┌────────

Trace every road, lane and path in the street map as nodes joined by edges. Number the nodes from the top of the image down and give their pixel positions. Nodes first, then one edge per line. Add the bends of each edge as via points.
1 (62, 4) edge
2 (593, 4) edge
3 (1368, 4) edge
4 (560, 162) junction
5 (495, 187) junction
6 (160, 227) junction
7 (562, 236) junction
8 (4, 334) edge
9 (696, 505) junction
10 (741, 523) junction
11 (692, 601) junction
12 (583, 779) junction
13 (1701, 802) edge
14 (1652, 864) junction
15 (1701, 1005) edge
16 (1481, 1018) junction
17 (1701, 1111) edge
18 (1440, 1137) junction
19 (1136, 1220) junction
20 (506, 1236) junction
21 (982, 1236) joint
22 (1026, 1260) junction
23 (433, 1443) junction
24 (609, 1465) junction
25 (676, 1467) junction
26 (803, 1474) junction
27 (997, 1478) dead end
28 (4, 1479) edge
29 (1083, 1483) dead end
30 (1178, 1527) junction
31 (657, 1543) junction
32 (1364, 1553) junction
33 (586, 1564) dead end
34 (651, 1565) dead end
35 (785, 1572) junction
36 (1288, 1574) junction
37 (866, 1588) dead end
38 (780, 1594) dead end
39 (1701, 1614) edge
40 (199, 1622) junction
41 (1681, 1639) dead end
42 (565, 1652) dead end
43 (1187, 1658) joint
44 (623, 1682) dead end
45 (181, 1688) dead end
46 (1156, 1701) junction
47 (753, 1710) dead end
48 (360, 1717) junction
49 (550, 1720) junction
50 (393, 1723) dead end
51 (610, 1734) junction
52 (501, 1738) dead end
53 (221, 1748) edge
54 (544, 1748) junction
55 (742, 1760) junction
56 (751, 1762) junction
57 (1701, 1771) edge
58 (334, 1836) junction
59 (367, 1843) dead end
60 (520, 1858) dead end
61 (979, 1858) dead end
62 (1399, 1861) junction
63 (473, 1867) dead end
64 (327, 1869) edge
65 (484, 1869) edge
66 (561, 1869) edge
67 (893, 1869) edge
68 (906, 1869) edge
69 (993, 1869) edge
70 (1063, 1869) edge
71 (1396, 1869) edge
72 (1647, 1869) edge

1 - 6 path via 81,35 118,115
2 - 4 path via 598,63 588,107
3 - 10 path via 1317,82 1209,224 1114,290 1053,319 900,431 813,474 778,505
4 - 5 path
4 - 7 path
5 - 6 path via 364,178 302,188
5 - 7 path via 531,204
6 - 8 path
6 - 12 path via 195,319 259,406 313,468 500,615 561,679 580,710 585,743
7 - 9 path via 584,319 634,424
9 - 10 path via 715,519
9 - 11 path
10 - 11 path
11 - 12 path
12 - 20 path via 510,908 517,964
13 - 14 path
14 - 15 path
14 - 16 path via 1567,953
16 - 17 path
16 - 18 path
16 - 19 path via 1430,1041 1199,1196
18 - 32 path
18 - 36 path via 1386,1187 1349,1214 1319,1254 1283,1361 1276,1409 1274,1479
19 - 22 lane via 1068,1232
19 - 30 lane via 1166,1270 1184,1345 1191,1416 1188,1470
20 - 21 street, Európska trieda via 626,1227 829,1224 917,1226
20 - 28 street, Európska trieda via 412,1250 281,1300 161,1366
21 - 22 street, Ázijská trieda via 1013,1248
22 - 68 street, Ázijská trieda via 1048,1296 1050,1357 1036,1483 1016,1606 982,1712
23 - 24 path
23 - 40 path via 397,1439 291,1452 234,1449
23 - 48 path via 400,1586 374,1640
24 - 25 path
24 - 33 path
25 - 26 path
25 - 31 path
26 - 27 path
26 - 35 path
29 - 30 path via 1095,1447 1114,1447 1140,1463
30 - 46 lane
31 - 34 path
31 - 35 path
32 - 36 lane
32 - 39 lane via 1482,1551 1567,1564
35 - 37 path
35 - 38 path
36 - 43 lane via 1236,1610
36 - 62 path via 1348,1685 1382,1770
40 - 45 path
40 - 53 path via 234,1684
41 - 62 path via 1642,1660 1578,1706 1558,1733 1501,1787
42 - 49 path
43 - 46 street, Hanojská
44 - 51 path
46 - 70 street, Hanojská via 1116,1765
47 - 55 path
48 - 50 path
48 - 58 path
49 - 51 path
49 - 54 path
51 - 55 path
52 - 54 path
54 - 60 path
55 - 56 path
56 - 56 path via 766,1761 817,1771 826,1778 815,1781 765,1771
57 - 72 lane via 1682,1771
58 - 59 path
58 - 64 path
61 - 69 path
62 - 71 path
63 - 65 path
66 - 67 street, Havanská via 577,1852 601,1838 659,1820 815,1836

└────────

Description of the task =
Out of the material above, gather each line where "Európska" appears.

Exercise output =
20 - 21 street, Európska trieda via 626,1227 829,1224 917,1226
20 - 28 street, Európska trieda via 412,1250 281,1300 161,1366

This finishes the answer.